● **WORK INSTRUCTION**:
Search the listing below for the word "edges" and copy each line that holds it.

[Start of Attachment]

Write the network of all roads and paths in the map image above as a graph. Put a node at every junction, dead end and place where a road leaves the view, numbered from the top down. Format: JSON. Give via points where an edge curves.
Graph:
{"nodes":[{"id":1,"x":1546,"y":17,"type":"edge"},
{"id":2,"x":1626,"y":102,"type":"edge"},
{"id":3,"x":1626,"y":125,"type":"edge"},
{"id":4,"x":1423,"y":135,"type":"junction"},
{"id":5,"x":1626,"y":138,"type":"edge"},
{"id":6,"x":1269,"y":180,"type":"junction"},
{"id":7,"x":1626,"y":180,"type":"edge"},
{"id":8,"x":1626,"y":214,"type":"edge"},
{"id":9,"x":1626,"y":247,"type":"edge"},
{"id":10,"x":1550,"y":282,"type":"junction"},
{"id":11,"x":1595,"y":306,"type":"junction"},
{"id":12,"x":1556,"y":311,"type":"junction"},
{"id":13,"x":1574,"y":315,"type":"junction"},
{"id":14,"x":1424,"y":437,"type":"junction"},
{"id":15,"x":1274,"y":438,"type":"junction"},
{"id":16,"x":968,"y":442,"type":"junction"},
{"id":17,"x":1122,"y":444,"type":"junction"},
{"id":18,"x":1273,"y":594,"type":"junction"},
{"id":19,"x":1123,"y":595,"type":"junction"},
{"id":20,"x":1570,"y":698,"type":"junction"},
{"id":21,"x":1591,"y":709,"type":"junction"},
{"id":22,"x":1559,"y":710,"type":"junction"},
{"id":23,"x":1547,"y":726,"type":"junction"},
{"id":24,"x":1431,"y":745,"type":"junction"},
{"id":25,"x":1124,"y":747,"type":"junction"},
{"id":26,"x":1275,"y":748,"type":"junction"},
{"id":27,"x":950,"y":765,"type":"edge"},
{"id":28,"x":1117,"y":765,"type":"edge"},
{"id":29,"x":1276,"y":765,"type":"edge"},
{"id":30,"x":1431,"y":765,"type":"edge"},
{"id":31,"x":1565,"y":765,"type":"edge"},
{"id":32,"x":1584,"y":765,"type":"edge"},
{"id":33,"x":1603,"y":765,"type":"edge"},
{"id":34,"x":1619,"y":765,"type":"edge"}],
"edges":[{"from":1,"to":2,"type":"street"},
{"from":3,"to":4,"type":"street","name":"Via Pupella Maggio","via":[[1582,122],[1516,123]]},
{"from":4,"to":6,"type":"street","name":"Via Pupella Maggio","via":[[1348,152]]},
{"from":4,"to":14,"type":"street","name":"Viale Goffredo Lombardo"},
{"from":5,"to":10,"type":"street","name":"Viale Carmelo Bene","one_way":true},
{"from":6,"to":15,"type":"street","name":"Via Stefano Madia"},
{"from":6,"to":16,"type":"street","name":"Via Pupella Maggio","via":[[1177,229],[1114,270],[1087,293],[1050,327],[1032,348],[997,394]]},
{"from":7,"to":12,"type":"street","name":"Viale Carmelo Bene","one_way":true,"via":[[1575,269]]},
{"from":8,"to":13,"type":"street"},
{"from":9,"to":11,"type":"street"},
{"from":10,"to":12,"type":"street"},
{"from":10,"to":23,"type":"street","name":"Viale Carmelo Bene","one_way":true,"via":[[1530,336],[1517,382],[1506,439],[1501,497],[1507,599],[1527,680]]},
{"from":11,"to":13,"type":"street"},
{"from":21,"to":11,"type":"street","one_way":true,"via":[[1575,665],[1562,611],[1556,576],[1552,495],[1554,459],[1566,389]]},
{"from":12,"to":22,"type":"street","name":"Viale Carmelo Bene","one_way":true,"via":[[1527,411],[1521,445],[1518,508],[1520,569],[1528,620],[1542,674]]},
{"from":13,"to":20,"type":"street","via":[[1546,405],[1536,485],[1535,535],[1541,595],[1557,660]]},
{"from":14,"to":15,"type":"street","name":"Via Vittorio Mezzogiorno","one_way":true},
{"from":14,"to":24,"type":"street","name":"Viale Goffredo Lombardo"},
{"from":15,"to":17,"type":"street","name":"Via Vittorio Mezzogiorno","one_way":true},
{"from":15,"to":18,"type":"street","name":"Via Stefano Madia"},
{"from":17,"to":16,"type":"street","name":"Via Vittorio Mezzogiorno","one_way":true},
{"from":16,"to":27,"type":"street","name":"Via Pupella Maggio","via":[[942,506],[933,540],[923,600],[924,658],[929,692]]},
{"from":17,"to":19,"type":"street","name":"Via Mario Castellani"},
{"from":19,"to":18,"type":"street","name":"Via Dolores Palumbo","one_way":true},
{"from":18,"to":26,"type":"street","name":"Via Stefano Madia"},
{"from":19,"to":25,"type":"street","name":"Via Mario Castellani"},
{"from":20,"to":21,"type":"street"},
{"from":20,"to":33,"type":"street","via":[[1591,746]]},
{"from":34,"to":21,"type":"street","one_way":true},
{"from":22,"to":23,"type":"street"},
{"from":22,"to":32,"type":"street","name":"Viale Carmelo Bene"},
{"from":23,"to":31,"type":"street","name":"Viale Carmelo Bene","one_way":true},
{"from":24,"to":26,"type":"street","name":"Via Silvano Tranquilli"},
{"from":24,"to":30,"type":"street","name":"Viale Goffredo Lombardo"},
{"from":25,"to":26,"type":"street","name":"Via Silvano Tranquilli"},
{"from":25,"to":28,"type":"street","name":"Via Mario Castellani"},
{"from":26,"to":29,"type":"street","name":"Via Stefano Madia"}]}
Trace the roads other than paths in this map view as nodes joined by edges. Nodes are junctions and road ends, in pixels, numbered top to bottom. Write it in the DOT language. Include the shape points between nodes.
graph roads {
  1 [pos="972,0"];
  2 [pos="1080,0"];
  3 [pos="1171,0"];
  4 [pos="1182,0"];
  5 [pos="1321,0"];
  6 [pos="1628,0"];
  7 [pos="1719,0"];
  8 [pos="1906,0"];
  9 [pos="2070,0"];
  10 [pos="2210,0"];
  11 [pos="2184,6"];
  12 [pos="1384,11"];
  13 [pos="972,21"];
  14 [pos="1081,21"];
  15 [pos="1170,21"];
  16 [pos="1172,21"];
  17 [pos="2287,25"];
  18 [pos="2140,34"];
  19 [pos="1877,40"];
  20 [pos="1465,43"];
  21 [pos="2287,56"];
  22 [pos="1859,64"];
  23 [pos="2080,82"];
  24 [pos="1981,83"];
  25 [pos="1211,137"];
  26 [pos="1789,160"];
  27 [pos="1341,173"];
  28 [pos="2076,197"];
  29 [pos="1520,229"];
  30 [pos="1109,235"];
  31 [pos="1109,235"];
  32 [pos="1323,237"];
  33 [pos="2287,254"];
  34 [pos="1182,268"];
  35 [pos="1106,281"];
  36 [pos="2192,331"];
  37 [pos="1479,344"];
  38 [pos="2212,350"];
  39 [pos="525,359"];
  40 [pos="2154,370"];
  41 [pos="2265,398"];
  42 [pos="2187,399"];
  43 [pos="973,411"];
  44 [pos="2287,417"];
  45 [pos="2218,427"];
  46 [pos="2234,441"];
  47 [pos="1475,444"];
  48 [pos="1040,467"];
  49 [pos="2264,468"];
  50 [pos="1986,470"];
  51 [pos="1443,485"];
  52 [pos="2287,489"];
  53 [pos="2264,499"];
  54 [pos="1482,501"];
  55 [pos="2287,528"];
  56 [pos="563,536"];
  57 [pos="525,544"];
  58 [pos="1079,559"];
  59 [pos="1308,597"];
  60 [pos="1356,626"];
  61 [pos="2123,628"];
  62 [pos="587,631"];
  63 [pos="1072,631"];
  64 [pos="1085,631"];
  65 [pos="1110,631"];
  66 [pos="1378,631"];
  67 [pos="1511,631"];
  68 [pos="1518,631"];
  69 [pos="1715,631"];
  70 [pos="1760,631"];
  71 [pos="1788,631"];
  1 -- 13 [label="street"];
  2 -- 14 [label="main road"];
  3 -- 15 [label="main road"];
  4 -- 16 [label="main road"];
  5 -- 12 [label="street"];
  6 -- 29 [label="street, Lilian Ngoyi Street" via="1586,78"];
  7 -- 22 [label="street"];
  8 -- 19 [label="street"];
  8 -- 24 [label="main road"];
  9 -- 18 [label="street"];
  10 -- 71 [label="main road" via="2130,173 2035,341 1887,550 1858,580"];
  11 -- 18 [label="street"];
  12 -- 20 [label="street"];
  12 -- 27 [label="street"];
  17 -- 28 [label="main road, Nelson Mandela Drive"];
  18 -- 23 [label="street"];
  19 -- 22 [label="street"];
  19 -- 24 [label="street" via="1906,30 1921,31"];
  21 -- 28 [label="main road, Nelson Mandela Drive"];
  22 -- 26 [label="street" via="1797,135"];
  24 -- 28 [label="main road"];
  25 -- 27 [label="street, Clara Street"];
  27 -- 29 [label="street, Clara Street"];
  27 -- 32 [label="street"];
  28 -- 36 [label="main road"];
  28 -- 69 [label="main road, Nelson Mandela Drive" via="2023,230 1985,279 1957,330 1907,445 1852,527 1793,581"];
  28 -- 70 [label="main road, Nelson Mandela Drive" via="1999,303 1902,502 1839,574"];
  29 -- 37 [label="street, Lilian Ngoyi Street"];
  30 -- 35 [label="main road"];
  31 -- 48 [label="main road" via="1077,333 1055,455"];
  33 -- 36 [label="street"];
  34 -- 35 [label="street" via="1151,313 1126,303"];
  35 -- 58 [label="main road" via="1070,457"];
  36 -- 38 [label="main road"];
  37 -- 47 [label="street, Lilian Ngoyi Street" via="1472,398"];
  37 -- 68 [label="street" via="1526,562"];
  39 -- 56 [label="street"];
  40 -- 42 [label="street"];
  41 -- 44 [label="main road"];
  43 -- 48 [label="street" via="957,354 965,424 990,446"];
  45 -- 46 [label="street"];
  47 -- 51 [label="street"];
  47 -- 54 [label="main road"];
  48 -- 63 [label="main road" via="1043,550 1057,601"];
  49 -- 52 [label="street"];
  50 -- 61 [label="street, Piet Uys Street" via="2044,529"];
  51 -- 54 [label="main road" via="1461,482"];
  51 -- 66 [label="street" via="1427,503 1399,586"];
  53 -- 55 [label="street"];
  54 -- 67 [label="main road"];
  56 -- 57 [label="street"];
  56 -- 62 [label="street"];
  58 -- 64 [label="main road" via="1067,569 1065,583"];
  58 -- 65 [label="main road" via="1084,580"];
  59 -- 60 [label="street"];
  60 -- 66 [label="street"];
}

[End of Attachment]

● **SOLUTION TO THIS TASK**:
"edges":[{"from":1,"to":2,"type":"street"},
Trace the roads other than paths in this map view as nodes joined by edges. Nodes are junctions and road ends, in pixels, numbered top to bottom. Write it in the DOT language. Include the shape points between nodes.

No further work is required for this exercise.